When a male seeks for a relationship, it is inevitable that he must engage in some kind of conversation with the female he is interested in. This conversation will, for many, prove to be challenging, or even at times downright terrifying. Here he seeks for common ground, make her laugh, make agreeable statements, and woo her by his wit, charm, or whatever. Its potentially terrifying for a host of reasons – maybe he will find that the girl he’s so admired really doesn’t have any of the same interests as himself, or maybe he will find that her character isn’t exactly the same as that which he had in his mind when he first met her – but primarily, its terrifying because in every single one of these initial conversations rejection is surely just around the corner, or so he feels. Rejection is scary because it is painful, and this is because rejection forces us to re-evaluate our sense of self-worth – what’s wrong with me? Why did this happen?
So males come up with dozens of strategies in their heads to avoid rejection as much as possible. One obvious strategy that males use (whether we admit it or not) is the power of ambiguity. A statement or question is ambiguous when it can be appropriately interpreted in two different (and often opposing) ways. Take the statement “he’s passed the bar” – this statement can be taken, depending on the context, in many different ways – perhaps it means that a particular person has just walked passed his favorite bar, or a student has just passed the exam requirements, or whatever.
This power can be a useful tool for the insecure male who wants no rejection, and who wants to appear to be in control. The strategy is quite simple: say something to the girl that, if she responds negatively, you can say you mean the opposite, and that, if she responds positively, you can say she has grasped exactly what you meant. Often this can come in the form of the most mundane of expressions – such as saying a flirty “joke” – if she takes it as a joke, you can laugh it off – if she took you seriously, but reacts negatively, you can say it was just a joke, but if she took you seriously, and reacts positively, you can move forward. Either way, the male has won the manipulation game.

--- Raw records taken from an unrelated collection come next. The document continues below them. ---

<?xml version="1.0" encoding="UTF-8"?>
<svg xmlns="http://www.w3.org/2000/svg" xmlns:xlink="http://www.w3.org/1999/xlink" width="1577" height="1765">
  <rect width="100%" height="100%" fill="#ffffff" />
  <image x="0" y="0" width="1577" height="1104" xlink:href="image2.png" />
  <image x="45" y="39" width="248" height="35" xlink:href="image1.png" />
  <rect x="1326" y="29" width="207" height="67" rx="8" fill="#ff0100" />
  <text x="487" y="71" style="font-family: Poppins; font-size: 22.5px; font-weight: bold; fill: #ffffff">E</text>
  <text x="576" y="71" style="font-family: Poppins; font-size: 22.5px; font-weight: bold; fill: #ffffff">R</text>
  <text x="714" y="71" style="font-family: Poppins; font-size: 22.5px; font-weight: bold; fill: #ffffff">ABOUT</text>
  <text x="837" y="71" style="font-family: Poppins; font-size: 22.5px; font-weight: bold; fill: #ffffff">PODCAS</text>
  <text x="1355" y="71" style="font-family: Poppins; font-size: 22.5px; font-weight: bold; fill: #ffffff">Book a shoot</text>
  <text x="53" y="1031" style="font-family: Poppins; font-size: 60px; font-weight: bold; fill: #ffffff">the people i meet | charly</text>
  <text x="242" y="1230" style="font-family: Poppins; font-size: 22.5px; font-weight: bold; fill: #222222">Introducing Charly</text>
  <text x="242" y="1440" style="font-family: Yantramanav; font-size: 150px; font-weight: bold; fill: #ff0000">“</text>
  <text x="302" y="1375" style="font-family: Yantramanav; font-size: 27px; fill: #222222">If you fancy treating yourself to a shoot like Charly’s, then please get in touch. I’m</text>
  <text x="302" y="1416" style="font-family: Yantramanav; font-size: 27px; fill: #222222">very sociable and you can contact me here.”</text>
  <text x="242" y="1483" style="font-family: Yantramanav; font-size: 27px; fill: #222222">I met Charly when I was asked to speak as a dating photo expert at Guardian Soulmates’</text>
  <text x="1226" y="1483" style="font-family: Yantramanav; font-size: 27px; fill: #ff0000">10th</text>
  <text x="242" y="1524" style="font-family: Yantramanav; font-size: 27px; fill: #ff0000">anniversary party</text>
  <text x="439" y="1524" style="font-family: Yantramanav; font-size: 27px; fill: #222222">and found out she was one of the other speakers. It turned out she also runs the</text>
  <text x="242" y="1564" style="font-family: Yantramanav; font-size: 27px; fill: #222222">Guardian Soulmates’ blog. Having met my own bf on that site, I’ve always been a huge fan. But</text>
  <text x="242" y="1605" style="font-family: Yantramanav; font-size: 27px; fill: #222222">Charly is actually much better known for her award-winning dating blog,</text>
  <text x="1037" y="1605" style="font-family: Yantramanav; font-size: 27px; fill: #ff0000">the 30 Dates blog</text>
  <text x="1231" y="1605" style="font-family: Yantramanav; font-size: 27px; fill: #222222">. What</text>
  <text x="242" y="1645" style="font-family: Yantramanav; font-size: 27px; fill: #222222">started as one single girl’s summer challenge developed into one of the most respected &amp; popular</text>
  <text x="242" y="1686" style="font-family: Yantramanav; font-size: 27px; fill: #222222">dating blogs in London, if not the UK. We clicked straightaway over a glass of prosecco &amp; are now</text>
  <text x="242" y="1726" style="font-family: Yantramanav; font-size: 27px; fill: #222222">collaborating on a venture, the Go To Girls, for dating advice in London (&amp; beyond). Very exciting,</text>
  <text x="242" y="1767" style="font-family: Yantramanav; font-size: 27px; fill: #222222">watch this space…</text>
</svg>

As I survey the kinds of articles or PhD theses being written, its seems to me that ambiguous thinkers create serious debates – take Karl Barth, for example, tomes have been written and most of those tomes were written debating “what Karl Barth really meant” when he said x, y, or z. But clear authors, say, Francis Turretin, or Plantinga, produce students who write papers that try to compare their thoughts with others, defend it from objections, or apply it to new matters. There isn’t much debate on what he meant. But this ambiguity is often part of the “charm.” Be ambiguous enough in scholarship and you can get away with anything, and people will often mistake ambiguity with profundity. Clears statements don’t create controversy, nor do they create sensational whispers. Clear statements demand rejection or acceptance. Ambiguous authors can wiggle out of a corner by demanding that they’ve been misread. Not so with clear authors.
This has some parallels with Confucianism, too. One of the virtues instilled in a Confucian philosophy is meditation – but not an act of emptying of the mind, but of meditating on the words of the “Great Teacher” – to understand, and listen, and to submit one’s thoughts to this master. The Great Teacher will often say one thing that can be interpreted in two different ways – and students will then think about what he has said for days. Then, the students will come back, and if their interpretation went one way, and they react negatively, the “master” will rebuke them for not understanding what he truly meant, but if they reacted positively, the master can extol them for their wisdom in being able to penetrate what he really said.
Other than simply being a bad teacher, this Confucian strategy can often mask insecurity and in the form of weightiness, unclarity in the form of profundity, and shallow manipulation in the form of depth. It creates factions within the students, as individual disciples vie for the favor of the teacher, potentially nurturing an unhealthy sense of envy, suspicion, and political back-biting. In this personality-driven situation, favor determines position and a lack thereof fosters termination and social alienation. Clear processes are seen as suspect because it curbs the direct say so of the great teacher, as pragmatic leaders are given the opportunity and space to manipulate situations for their own gains while debates are constantly had on the intentions of the leader, often thought to be indicated by subtle and implied subtexts. Here and elsewhere, the downfalls of ambiguity are clear.
But this “power” of ambiguity is not altogether to be avoided. It is interesting that Jesus himself utilizes it, not as a form of positive pedagogy, but rather as a useful tool for rebuking those who sought to challenge him. Ambiguous stories are told to stumble the prideful Pharisees and self-interested individuals – he hides and conceals to the wise and reveals to the humble. To his own disciples he told them plainly what he meant by parables and other forms of teaching, and thus made clear that any failure to understand what he meant was the responsibility of his disciples. However, Jesus was unequivocal about the virtues of letting our yes’s and no’s to be words that reflect exactly what we mean. These virtues are further reinforced by Paul as he encourages elders to be men of great repute, testable by the church and by the public and to be submitted under verifiable means of assessment, and to be gifted teachers of a form of sound words. James, too, extols the man who is not double-minded, who is clear headed, and, like Peter, commands us to fear no suffering for saying and doing that which is clearly right. Persecution and challenge does not come when one is ambiguous – it comes because one is clear on where one stands.